On last Friday's episode of Effectively Wild, the daily podcast from Baseball Prospectus, our own Ben Lindbergh and Sam Miller (and guest Marc Normandin) discussed Buck Showalter's decision to start Joe Saunders in the AL wild card play-in game against the Texas Rangers. They noted that Saunders—who'll get the call again tonight in Game Four of the Yankees-Orioles ALDS—does not have amazing stuff and allows a lot of runners to reach base, and also that he does not have an exceedingly high groundball rate. Still, he seems to induce more groundballs at opportune times, and as a result, he gets a lot of double plays to bail him out of some major jams. Perhaps Saunders changes his approach with a runner on first and no one out in an intentional bid to get a groundball. It would make complete sense that he would do so.
Sure enough, Saunders pitched 5 2/3 innings and induced three twin-killings on the way to an Orioles win. Ben and Sam (and Marc) are the smartest human beings on the face of the earth.
But maybe this is just another case of selective memory and a fortunate example. Do pitchers really induce more grounders in double-play situations? The issue was preliminarily addressed by James Gentile over at Beyond the Boxscore last month, and he found that there was little evidence to suggest that groundball rates increased when the fields were ripe for a double play. I decided to take a second look.
Warning! Gory Mathematical Details Ahead!
(If you or someone looking over your shoulder has an allergy to numbers, please consult your doctor and fast forward to "What It Means.")
I started with my trusty 2008-2011 Retrosheet database. I coded all plate appearances for whether they ended in a groundball. I also coded all balls in play for whether they were a groundball (this will become important in a moment.) Finally, I coded each plate appearance for whether it represented a potential double-play situation—that is, runner on first and one or zero outs. Only plate appearances in which a pitcher who faced at least 250 batters opposed a batter who had at least 250 PA were welcome. Pitchers batting were kindly excused.
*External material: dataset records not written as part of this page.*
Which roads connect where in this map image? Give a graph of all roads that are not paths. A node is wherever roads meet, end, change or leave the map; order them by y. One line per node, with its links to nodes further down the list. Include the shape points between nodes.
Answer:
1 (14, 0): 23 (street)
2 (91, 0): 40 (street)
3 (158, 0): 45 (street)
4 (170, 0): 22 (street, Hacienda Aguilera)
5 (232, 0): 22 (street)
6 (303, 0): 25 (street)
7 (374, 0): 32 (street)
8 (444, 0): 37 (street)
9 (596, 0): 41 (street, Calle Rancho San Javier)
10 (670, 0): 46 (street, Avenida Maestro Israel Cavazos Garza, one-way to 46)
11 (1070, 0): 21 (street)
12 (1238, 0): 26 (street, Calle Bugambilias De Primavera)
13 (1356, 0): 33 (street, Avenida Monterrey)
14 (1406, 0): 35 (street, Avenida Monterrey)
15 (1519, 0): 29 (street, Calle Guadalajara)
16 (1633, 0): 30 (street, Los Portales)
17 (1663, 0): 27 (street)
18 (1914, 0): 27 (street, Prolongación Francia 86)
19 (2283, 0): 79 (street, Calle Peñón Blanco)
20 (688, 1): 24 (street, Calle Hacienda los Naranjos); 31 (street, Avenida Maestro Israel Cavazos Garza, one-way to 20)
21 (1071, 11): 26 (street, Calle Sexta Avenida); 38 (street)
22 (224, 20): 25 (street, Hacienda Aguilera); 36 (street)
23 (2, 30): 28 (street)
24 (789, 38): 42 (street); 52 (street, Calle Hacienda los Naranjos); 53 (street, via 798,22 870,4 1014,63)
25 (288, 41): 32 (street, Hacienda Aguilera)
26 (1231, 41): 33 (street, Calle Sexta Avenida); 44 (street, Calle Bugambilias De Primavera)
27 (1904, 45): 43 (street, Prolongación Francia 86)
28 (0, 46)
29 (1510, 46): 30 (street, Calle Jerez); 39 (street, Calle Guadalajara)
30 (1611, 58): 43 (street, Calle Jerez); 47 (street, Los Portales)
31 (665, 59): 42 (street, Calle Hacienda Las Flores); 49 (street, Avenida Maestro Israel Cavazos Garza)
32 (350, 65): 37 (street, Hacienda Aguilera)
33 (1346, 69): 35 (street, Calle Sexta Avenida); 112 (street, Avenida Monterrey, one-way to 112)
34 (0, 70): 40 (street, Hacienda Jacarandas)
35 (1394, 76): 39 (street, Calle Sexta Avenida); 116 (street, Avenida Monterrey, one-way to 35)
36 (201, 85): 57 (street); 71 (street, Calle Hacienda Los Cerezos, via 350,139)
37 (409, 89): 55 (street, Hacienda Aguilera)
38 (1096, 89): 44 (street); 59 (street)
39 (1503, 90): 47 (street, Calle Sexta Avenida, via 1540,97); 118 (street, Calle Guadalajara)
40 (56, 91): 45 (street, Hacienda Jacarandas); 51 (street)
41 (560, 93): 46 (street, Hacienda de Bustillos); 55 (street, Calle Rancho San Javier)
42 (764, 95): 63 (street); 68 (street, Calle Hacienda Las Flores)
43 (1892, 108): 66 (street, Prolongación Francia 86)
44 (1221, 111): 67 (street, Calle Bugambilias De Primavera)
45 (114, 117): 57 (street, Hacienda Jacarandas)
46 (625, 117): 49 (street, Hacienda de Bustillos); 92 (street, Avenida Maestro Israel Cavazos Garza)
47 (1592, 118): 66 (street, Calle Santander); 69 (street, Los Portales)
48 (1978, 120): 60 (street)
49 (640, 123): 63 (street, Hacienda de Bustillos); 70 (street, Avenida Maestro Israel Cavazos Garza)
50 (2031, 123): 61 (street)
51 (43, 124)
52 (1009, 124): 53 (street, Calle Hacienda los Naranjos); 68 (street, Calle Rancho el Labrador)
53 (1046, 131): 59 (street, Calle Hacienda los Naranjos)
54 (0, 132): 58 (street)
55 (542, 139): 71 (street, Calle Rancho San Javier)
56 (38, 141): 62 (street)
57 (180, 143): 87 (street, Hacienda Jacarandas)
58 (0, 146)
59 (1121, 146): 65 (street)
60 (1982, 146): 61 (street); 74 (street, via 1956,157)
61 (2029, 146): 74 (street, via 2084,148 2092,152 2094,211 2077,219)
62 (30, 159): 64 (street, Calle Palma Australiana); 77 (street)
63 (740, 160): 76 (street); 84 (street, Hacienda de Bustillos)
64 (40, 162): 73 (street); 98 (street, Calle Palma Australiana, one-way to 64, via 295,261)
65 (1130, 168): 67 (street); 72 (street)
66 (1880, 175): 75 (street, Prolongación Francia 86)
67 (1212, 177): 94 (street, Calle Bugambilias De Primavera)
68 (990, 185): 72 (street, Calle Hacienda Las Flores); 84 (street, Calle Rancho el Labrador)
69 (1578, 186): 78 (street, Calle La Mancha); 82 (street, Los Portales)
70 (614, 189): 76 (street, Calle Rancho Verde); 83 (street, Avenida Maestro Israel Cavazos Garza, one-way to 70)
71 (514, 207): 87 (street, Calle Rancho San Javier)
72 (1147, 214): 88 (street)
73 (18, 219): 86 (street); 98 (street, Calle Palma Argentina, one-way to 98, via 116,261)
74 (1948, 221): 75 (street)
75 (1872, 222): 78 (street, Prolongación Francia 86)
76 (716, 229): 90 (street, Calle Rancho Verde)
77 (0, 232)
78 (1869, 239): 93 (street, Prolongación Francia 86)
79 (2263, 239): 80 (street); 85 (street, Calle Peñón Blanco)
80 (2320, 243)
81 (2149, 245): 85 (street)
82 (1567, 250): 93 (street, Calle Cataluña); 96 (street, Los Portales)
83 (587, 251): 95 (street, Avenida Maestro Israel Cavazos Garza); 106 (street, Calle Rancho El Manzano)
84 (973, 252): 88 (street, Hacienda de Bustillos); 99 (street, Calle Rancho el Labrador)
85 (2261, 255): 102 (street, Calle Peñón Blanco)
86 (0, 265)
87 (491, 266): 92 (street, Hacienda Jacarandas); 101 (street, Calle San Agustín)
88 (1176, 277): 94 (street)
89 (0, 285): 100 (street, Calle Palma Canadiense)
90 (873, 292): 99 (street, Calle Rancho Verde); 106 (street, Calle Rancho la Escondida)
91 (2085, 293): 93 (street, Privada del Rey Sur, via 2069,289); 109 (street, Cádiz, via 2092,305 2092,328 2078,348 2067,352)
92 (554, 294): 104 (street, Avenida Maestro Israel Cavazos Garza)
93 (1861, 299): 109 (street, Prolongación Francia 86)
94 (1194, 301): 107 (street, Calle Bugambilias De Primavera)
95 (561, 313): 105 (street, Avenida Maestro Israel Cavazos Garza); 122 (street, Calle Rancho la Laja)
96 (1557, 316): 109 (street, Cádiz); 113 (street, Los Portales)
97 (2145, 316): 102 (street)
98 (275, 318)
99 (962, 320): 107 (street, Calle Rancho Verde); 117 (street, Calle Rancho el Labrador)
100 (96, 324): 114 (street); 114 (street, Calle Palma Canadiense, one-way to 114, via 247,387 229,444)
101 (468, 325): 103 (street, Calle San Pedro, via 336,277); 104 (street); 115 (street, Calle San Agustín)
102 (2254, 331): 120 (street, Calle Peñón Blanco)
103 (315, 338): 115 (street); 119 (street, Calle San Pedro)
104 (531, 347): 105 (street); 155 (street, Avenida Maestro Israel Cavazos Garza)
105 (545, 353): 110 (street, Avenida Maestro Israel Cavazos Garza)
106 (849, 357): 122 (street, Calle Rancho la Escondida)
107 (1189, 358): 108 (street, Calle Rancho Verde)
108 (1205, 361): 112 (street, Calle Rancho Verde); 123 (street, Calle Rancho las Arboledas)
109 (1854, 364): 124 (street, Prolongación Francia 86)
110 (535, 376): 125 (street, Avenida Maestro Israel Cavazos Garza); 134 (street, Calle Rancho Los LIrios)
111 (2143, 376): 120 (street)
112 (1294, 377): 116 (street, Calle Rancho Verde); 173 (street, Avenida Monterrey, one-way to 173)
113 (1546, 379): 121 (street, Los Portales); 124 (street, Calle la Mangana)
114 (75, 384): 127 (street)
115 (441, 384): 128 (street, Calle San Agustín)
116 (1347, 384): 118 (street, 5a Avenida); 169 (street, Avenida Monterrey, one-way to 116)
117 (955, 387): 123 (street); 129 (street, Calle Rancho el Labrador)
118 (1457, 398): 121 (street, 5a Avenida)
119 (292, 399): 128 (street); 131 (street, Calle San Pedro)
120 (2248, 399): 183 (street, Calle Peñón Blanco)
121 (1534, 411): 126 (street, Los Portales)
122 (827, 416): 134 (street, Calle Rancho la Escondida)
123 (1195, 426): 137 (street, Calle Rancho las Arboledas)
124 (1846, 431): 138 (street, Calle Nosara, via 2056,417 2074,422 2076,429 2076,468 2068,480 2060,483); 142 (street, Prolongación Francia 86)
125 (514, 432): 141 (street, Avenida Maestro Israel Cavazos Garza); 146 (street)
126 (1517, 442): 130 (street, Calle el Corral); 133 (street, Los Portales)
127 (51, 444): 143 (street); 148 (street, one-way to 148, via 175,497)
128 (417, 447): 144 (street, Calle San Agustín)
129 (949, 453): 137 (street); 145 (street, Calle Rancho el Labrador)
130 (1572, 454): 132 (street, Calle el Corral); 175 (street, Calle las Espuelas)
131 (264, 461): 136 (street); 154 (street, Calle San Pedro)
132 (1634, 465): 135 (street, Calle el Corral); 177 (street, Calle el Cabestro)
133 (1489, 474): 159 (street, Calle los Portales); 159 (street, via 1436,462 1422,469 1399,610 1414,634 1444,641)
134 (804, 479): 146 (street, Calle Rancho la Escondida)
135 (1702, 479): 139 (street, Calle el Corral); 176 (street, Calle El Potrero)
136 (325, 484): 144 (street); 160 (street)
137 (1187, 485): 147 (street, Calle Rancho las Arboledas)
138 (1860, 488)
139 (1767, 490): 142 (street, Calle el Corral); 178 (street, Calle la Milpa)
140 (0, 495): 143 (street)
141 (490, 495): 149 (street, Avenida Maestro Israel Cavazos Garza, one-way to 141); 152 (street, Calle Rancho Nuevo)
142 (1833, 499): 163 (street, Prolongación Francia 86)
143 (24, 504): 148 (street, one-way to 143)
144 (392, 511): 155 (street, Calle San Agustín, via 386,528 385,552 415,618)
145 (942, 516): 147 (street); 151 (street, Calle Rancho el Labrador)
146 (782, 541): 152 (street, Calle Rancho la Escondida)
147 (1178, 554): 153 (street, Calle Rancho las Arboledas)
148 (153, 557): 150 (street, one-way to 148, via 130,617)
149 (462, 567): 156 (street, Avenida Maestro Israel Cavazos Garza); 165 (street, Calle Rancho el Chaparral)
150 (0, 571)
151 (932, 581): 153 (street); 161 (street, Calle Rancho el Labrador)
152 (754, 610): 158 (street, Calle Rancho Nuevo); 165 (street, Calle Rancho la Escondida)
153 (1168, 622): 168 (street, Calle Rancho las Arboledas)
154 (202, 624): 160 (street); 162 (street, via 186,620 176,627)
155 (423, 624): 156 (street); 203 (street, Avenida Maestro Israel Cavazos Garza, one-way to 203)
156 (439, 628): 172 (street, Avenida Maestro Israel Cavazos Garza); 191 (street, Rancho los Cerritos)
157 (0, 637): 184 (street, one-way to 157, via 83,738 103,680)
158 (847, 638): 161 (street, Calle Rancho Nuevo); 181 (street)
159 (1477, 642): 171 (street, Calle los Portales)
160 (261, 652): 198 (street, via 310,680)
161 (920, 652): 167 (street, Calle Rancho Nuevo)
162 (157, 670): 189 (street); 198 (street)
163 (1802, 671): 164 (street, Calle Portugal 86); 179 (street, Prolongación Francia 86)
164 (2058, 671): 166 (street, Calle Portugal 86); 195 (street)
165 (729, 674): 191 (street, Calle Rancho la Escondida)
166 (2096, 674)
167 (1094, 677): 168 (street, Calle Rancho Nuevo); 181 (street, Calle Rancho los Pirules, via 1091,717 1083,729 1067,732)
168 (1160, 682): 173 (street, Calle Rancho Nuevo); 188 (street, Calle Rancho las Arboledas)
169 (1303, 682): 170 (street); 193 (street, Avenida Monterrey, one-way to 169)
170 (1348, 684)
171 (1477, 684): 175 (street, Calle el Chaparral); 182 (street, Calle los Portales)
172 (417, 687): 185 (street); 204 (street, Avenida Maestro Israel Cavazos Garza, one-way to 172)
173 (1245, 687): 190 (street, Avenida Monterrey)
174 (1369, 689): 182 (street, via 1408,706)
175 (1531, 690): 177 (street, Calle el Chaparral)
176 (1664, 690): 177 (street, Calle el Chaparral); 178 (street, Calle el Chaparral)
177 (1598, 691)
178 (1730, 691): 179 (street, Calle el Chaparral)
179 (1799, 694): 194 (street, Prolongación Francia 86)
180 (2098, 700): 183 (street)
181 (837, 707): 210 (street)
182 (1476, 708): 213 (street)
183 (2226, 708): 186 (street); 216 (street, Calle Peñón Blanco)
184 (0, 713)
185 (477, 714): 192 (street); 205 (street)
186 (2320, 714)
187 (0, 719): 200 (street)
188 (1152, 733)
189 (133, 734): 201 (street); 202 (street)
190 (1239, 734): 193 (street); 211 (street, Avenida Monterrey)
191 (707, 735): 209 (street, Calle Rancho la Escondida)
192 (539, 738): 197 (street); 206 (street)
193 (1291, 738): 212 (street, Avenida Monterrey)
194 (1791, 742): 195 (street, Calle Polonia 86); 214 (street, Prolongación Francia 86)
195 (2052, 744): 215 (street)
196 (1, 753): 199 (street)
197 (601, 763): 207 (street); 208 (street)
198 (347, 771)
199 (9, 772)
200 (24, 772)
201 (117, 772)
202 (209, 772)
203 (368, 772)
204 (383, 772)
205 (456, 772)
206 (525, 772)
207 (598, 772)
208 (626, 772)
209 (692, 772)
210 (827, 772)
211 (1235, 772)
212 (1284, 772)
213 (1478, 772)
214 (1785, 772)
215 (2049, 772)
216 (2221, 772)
This set up perfectly for a binary logistic regression, using a framework I've used elsewhere. I calculated the batter's groundball percentage, the pitcher's groundball percentage, and the league groundball percentage. All percentages were converted into odds ratios: through the formula (batter OR * pitcher OR / league OR), one can determine an "expected" rate for a groundball to happen given this batter/pitcher matchup. I converted the resulting expected odds ratio into a logged odds ratio, primarily because I was about to shove it into a binary logistic regression, which works on logged odds ratio anyway. This serves as our control for batter and pitcher matchup effects. If an event is randomly distributed (i.e., the result is, Strat-O-Matic style, simply a function of the average probabilities of the batter and pitcher), then other variables will have no predictive power.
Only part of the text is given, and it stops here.